EXERCISE GOAL = The expected output is each line below containing "text", copied in full.

DATA TO USE =
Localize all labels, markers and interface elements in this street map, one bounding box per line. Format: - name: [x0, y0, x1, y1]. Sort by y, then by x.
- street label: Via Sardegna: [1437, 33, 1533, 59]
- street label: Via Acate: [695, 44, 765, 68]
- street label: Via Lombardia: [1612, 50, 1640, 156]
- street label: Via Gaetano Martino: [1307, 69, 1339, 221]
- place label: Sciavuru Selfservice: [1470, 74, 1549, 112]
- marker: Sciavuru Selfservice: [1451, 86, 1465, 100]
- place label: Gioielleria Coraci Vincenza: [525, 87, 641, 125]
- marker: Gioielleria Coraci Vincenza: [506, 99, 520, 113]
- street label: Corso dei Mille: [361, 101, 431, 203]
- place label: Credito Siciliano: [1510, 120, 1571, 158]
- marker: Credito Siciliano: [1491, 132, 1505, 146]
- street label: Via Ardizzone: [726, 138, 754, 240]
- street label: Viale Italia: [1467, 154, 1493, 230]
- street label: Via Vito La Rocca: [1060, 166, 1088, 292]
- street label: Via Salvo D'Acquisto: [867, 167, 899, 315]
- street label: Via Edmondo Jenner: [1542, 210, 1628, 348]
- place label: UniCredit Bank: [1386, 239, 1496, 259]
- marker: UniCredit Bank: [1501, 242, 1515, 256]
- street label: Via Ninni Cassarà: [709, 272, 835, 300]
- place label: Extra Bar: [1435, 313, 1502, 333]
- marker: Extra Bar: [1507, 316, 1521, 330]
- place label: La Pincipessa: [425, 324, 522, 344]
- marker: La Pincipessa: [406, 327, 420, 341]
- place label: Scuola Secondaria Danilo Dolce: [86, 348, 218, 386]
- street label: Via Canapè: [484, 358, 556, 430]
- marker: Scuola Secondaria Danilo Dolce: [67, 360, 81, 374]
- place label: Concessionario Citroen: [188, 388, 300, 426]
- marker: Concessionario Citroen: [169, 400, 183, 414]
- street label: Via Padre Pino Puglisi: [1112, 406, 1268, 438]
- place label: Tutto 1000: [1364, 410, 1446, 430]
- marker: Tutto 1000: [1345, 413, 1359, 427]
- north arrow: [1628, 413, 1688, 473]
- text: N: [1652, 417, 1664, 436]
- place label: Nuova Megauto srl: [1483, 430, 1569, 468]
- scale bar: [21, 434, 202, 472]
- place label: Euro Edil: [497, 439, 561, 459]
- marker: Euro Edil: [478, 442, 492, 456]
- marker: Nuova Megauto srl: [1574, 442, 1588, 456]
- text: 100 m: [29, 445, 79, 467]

EXERCISE RESULT =
- text: N: [1652, 417, 1664, 436]
- text: 100 m: [29, 445, 79, 467]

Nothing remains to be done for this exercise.